Reading the data below, count the lines that carry the string "lane". Give nothing but the count.

╔══

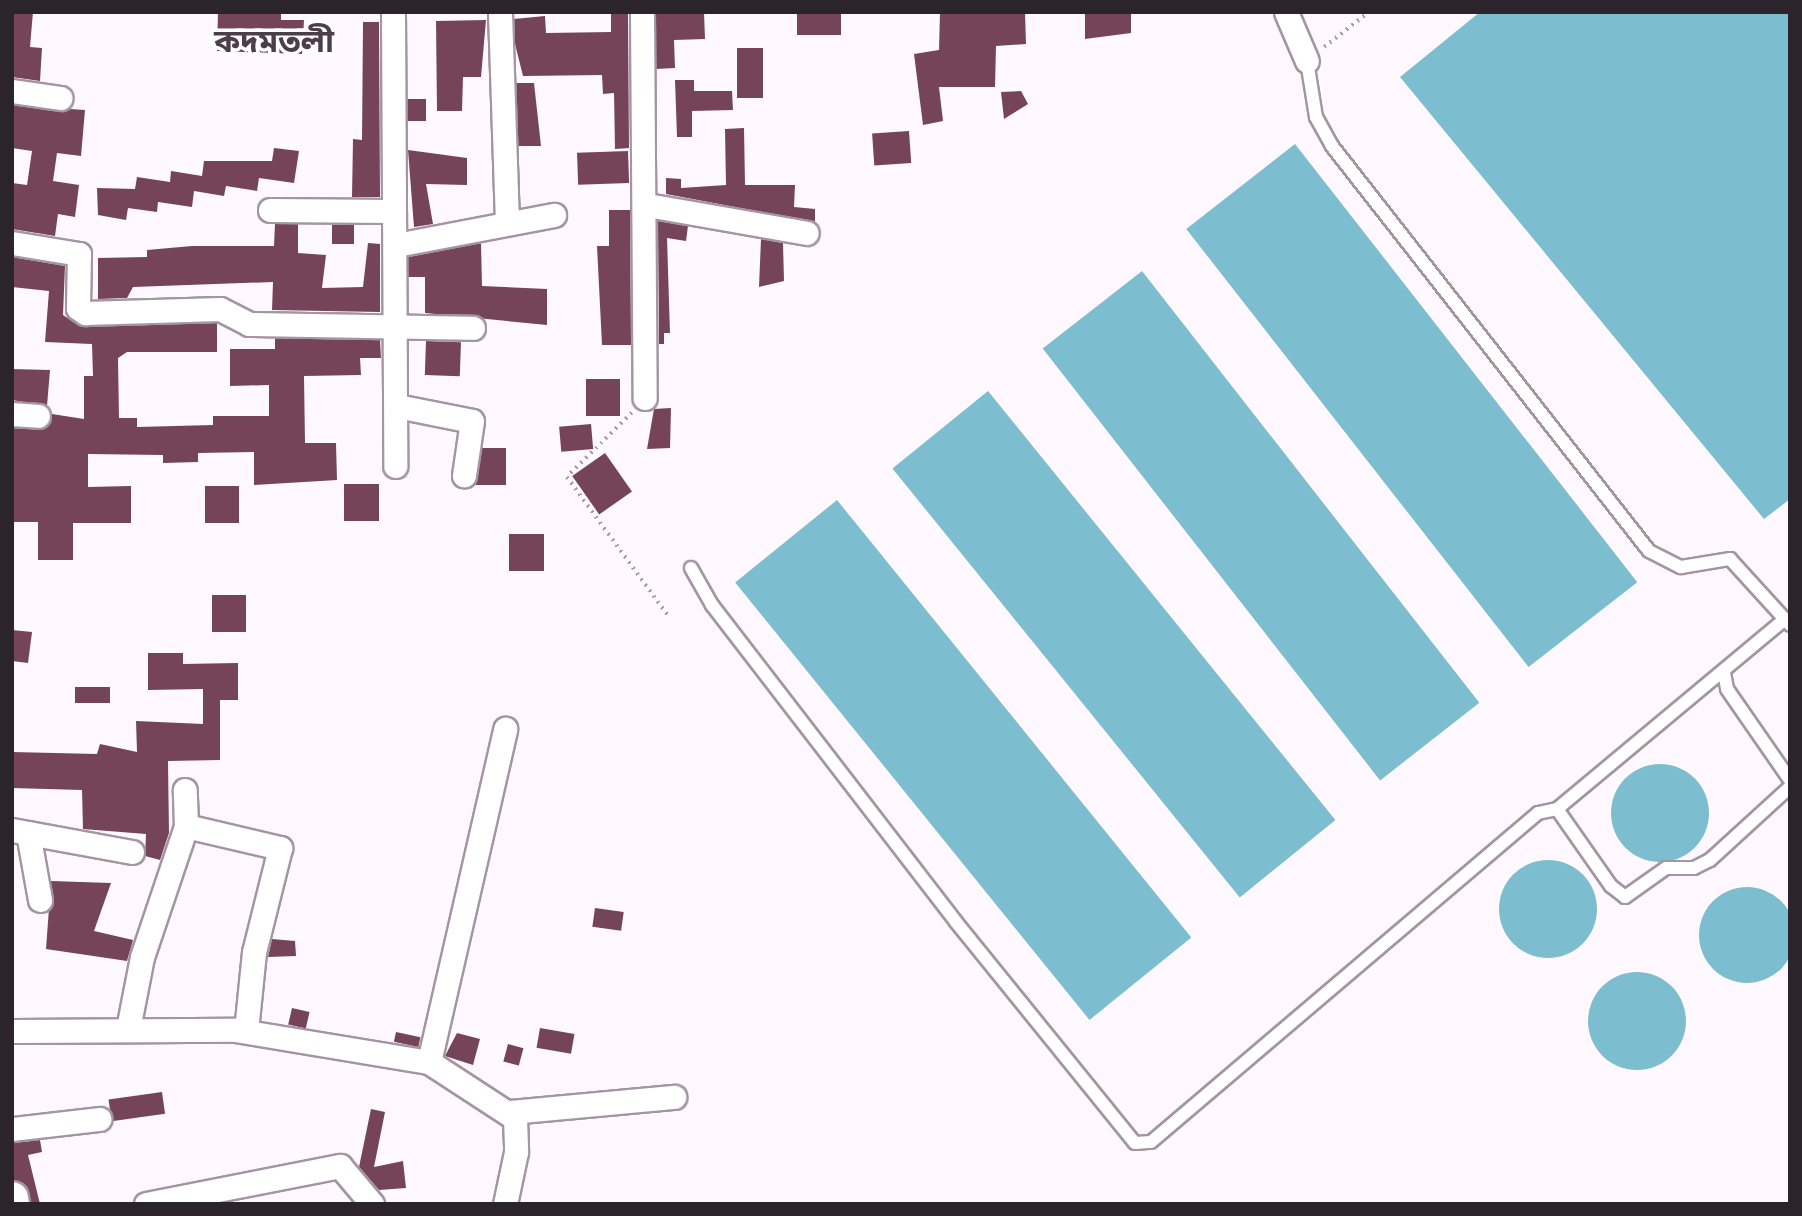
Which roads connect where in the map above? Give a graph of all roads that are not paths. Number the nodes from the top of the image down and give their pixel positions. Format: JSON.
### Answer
{"nodes":[{"id":1,"x":393,"y":12,"type":"edge"},
{"id":2,"x":500,"y":12,"type":"edge"},
{"id":3,"x":642,"y":12,"type":"edge"},
{"id":4,"x":1286,"y":12,"type":"edge"},
{"id":5,"x":1307,"y":61,"type":"joint"},
{"id":6,"x":12,"y":91,"type":"edge"},
{"id":7,"x":60,"y":97,"type":"dead end"},
{"id":8,"x":647,"y":205,"type":"junction"},
{"id":9,"x":270,"y":210,"type":"dead end"},
{"id":10,"x":391,"y":211,"type":"junction"},
{"id":11,"x":554,"y":215,"type":"dead end"},
{"id":12,"x":507,"y":223,"type":"junction"},
{"id":13,"x":807,"y":233,"type":"dead end"},
{"id":14,"x":12,"y":243,"type":"edge"},
{"id":15,"x":396,"y":245,"type":"junction"},
{"id":16,"x":398,"y":325,"type":"junction"},
{"id":17,"x":473,"y":328,"type":"dead end"},
{"id":18,"x":645,"y":398,"type":"road end"},
{"id":19,"x":397,"y":406,"type":"junction"},
{"id":20,"x":12,"y":414,"type":"edge"},
{"id":21,"x":37,"y":416,"type":"dead end"},
{"id":22,"x":395,"y":466,"type":"dead end"},
{"id":23,"x":464,"y":475,"type":"dead end"},
{"id":24,"x":691,"y":568,"type":"dead end"},
{"id":25,"x":1787,"y":622,"type":"edge"},
{"id":26,"x":1724,"y":674,"type":"junction"},
{"id":27,"x":505,"y":729,"type":"dead end"},
{"id":28,"x":1790,"y":780,"type":"edge"},
{"id":29,"x":1790,"y":787,"type":"edge"},
{"id":30,"x":185,"y":790,"type":"dead end"},
{"id":31,"x":1557,"y":808,"type":"junction"},
{"id":32,"x":186,"y":826,"type":"junction"},
{"id":33,"x":20,"y":831,"type":"edge"},
{"id":34,"x":132,"y":852,"type":"dead end"},
{"id":35,"x":40,"y":900,"type":"dead end"},
{"id":36,"x":128,"y":1029,"type":"junction"},
{"id":37,"x":12,"y":1031,"type":"edge"},
{"id":38,"x":246,"y":1031,"type":"junction"},
{"id":39,"x":429,"y":1062,"type":"junction"},
{"id":40,"x":674,"y":1097,"type":"dead end"},
{"id":41,"x":511,"y":1112,"type":"junction"},
{"id":42,"x":99,"y":1119,"type":"dead end"},
{"id":43,"x":12,"y":1129,"type":"edge"},
{"id":44,"x":12,"y":1198,"type":"edge"},
{"id":45,"x":13,"y":1204,"type":"edge"},
{"id":46,"x":146,"y":1204,"type":"edge"},
{"id":47,"x":372,"y":1204,"type":"edge"},
{"id":48,"x":505,"y":1204,"type":"edge"}],
"edges":[{"from":1,"to":10,"type":"street"},
{"from":2,"to":12,"type":"street"},
{"from":3,"to":8,"type":"street"},
{"from":4,"to":5,"type":"street"},
{"from":5,"to":25,"type":"lane"},
{"from":6,"to":7,"type":"street"},
{"from":8,"to":13,"type":"street"},
{"from":8,"to":18,"type":"street"},
{"from":9,"to":10,"type":"street"},
{"from":10,"to":15,"type":"street"},
{"from":11,"to":12,"type":"street"},
{"from":12,"to":15,"type":"street"},
{"from":14,"to":16,"type":"street"},
{"from":15,"to":16,"type":"street"},
{"from":16,"to":17,"type":"street"},
{"from":16,"to":19,"type":"street"},
{"from":19,"to":22,"type":"street"},
{"from":19,"to":23,"type":"street"},
{"from":20,"to":21,"type":"street"},
{"from":24,"to":31,"type":"lane"},
{"from":25,"to":26,"type":"lane"},
{"from":26,"to":28,"type":"lane"},
{"from":26,"to":31,"type":"lane"},
{"from":27,"to":39,"type":"street"},
{"from":29,"to":31,"type":"lane"},
{"from":30,"to":32,"type":"street"},
{"from":32,"to":36,"type":"street"},
{"from":32,"to":38,"type":"street"},
{"from":33,"to":34,"type":"street"},
{"from":33,"to":35,"type":"street"},
{"from":36,"to":37,"type":"street"},
{"from":36,"to":38,"type":"street"},
{"from":38,"to":39,"type":"street"},
{"from":39,"to":41,"type":"street"},
{"from":40,"to":41,"type":"street"},
{"from":41,"to":48,"type":"street"},
{"from":42,"to":43,"type":"street"},
{"from":44,"to":45,"type":"main road"},
{"from":46,"to":47,"type":"street"}]}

╚══

*Answer for the task*
6